Collected data entries:
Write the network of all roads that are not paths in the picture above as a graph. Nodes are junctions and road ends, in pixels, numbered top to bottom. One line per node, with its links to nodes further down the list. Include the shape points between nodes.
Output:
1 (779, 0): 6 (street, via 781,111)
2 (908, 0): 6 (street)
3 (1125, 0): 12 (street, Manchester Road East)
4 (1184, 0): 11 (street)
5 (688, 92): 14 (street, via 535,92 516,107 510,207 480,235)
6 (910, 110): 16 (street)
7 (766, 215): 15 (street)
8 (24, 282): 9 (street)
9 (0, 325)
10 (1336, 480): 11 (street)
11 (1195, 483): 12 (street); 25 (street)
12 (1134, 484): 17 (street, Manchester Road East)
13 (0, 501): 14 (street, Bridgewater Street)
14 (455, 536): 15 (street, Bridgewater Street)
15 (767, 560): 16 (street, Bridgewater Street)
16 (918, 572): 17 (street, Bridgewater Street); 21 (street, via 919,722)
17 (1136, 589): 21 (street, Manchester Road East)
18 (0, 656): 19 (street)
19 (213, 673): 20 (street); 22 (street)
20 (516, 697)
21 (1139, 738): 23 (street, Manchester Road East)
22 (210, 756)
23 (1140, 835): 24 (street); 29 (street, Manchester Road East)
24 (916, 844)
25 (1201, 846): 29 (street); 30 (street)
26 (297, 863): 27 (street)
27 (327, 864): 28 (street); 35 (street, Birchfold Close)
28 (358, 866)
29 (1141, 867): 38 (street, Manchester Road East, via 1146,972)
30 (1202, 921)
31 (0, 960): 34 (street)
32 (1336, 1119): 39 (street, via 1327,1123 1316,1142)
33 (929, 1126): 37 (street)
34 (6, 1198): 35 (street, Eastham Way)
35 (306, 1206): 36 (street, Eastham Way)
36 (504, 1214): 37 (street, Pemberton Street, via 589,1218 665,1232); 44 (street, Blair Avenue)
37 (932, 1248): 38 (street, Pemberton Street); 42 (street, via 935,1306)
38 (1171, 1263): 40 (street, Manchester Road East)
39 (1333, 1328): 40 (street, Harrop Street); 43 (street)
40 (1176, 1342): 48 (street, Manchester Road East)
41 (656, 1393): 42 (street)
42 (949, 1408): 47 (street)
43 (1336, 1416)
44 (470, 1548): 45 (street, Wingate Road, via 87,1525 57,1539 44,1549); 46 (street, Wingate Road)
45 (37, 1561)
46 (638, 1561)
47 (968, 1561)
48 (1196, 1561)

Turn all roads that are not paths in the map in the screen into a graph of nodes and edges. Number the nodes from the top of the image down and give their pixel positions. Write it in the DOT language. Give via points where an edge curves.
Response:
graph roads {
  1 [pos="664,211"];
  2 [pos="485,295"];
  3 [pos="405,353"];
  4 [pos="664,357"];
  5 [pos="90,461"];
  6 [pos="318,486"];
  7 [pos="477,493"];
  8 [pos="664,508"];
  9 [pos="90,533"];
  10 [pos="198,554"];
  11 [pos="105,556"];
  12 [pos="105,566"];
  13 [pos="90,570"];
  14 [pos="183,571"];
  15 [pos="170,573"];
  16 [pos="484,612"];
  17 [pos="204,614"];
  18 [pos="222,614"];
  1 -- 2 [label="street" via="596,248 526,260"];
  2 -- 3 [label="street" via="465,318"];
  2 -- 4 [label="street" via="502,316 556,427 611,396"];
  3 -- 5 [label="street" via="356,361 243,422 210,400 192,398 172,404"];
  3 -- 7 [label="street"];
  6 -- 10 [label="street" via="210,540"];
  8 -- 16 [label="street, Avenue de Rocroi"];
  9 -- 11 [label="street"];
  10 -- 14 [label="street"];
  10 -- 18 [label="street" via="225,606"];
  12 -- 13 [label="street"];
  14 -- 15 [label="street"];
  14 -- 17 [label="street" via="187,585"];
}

§ Task prompt
Whenever the string "roads" occurs in a line of the entries above, copy that line.

§ Written reply
Write the network of all roads that are not paths in the picture above as a graph. Nodes are junctions and road ends, in pixels, numbered top to bottom. One line per node, with its links to nodes further down the list. Include the shape points between nodes.
Turn all roads that are not paths in the map in the screen into a graph of nodes and edges. Number the nodes from the top of the image down and give their pixel positions. Write it in the DOT language. Give via points where an edge curves.
graph roads {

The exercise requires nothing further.